Assigned task:
As soon as the line containing "label('Help', 1583, 39, '21px" appears in the material below, start returning lines exactly, and end with the line containing "label('Home', 143, 163, 'bold".

Material for this task:

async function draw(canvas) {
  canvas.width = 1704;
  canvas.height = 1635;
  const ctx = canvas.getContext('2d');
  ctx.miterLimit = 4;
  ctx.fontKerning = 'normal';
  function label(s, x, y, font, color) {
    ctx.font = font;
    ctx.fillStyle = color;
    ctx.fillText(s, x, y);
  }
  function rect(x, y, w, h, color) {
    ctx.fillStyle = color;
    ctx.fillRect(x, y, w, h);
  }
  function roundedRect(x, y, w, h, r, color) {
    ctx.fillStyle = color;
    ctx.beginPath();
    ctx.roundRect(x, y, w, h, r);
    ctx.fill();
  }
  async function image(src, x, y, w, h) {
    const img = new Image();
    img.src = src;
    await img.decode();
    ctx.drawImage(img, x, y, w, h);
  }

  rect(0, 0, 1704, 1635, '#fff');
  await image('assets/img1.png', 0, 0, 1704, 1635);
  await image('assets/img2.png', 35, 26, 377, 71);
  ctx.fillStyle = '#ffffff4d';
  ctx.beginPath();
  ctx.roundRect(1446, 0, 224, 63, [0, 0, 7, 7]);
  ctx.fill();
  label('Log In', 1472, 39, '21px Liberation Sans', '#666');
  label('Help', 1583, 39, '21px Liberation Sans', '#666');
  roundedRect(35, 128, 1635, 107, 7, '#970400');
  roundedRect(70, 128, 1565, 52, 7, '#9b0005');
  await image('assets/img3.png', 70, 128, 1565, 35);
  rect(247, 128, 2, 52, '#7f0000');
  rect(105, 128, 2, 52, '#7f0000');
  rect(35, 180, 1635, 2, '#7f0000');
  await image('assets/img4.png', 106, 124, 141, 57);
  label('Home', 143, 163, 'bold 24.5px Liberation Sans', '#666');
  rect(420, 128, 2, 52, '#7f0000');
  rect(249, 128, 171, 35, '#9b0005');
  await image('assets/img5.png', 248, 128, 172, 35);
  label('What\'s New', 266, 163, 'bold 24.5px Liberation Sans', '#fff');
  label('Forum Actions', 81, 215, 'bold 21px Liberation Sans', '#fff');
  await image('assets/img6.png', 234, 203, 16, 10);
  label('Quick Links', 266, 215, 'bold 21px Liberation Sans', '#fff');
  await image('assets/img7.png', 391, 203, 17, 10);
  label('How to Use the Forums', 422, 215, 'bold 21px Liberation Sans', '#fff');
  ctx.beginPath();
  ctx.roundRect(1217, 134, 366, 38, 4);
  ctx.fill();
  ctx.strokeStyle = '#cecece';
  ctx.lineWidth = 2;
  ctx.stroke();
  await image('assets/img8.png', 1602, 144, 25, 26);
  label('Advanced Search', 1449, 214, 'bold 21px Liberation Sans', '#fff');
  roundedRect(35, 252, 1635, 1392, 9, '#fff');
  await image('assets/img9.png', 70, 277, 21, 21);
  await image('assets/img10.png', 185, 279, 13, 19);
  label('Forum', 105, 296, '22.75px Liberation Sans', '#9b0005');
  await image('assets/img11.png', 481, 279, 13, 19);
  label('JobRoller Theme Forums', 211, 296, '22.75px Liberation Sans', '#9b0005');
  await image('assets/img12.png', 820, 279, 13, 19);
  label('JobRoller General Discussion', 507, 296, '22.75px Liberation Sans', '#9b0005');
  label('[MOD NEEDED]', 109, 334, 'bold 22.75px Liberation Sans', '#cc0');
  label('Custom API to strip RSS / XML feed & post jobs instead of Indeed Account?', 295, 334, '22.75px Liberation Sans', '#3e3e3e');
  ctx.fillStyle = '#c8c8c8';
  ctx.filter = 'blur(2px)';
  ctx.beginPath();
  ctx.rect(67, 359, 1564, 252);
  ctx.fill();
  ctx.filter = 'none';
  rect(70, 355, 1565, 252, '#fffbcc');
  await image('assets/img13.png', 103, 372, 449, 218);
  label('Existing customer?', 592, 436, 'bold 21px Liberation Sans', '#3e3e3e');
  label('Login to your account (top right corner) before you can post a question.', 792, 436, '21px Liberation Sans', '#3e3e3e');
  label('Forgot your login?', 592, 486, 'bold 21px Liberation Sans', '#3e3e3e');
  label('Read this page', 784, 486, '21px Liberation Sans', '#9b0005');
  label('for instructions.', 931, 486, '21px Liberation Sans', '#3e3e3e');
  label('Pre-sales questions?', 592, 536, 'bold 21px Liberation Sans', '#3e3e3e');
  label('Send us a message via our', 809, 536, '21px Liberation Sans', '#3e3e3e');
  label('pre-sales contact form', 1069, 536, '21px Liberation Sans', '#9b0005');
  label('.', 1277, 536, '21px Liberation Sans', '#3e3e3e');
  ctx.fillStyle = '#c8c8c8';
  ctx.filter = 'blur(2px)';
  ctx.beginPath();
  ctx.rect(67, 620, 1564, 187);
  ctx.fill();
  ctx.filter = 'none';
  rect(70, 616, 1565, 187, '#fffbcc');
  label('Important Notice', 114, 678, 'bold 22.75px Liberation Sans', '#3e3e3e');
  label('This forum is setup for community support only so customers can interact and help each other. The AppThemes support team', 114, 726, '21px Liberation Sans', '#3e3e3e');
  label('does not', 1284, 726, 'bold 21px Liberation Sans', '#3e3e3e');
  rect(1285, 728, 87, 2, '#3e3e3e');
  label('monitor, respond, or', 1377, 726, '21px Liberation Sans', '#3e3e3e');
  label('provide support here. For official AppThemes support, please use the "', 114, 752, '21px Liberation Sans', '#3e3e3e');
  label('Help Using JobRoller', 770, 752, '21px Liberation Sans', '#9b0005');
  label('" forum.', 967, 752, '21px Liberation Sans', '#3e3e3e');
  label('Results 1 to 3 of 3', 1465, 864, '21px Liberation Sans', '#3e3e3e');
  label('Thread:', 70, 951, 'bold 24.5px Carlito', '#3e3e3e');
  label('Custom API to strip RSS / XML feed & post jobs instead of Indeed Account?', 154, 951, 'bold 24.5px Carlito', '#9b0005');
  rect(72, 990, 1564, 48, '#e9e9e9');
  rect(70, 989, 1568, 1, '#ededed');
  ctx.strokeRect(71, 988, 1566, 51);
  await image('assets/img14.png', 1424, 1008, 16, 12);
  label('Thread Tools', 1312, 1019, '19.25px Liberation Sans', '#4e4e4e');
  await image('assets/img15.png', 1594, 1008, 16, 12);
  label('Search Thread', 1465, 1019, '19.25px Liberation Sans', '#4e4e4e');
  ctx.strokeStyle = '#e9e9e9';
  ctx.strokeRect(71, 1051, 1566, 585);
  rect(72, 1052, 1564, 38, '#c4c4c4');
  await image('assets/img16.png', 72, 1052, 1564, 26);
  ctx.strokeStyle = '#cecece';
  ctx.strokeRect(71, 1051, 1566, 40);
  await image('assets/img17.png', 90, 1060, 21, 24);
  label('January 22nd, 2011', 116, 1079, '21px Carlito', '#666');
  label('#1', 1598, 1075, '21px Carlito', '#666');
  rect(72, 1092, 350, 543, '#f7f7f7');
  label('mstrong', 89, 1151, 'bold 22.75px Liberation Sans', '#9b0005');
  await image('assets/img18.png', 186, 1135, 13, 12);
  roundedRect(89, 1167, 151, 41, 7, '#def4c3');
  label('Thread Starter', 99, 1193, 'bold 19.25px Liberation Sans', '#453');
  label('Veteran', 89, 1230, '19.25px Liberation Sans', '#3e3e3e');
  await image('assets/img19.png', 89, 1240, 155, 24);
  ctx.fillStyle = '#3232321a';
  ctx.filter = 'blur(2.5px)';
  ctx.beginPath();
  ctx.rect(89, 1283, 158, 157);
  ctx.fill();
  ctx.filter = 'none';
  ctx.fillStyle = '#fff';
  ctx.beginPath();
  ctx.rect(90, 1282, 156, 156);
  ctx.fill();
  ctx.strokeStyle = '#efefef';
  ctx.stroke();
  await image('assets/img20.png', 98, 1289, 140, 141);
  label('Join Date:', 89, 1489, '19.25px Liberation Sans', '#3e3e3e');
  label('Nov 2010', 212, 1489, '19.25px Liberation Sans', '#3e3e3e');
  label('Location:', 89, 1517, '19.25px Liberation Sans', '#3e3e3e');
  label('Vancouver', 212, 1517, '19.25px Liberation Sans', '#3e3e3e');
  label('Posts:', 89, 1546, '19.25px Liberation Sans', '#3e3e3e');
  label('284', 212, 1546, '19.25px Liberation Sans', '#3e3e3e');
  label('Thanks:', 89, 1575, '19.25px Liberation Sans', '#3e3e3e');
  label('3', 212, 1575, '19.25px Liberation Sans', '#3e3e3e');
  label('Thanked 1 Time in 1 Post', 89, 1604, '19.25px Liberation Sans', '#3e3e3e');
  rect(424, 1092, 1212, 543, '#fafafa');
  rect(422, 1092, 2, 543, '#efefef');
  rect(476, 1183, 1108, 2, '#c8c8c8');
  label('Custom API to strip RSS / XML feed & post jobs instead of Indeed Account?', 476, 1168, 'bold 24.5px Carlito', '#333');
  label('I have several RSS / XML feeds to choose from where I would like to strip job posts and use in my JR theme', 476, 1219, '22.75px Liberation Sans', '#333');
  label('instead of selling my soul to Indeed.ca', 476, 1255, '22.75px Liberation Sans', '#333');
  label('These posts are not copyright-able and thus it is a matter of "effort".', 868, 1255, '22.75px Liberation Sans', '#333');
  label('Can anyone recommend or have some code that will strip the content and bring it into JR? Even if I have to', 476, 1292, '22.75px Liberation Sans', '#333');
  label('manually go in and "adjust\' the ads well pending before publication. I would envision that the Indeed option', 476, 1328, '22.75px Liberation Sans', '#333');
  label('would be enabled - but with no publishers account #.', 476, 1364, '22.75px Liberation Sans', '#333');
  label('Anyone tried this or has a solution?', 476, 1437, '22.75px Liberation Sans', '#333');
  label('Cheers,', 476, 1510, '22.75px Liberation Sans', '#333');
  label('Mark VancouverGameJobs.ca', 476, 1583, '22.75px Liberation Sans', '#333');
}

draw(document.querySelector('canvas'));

The completed task:
  label('Help', 1583, 39, '21px Liberation Sans', '#666');
  roundedRect(35, 128, 1635, 107, 7, '#970400');
  roundedRect(70, 128, 1565, 52, 7, '#9b0005');
  await image('assets/img3.png', 70, 128, 1565, 35);
  rect(247, 128, 2, 52, '#7f0000');
  rect(105, 128, 2, 52, '#7f0000');
  rect(35, 180, 1635, 2, '#7f0000');
  await image('assets/img4.png', 106, 124, 141, 57);
  label('Home', 143, 163, 'bold 24.5px Liberation Sans', '#666');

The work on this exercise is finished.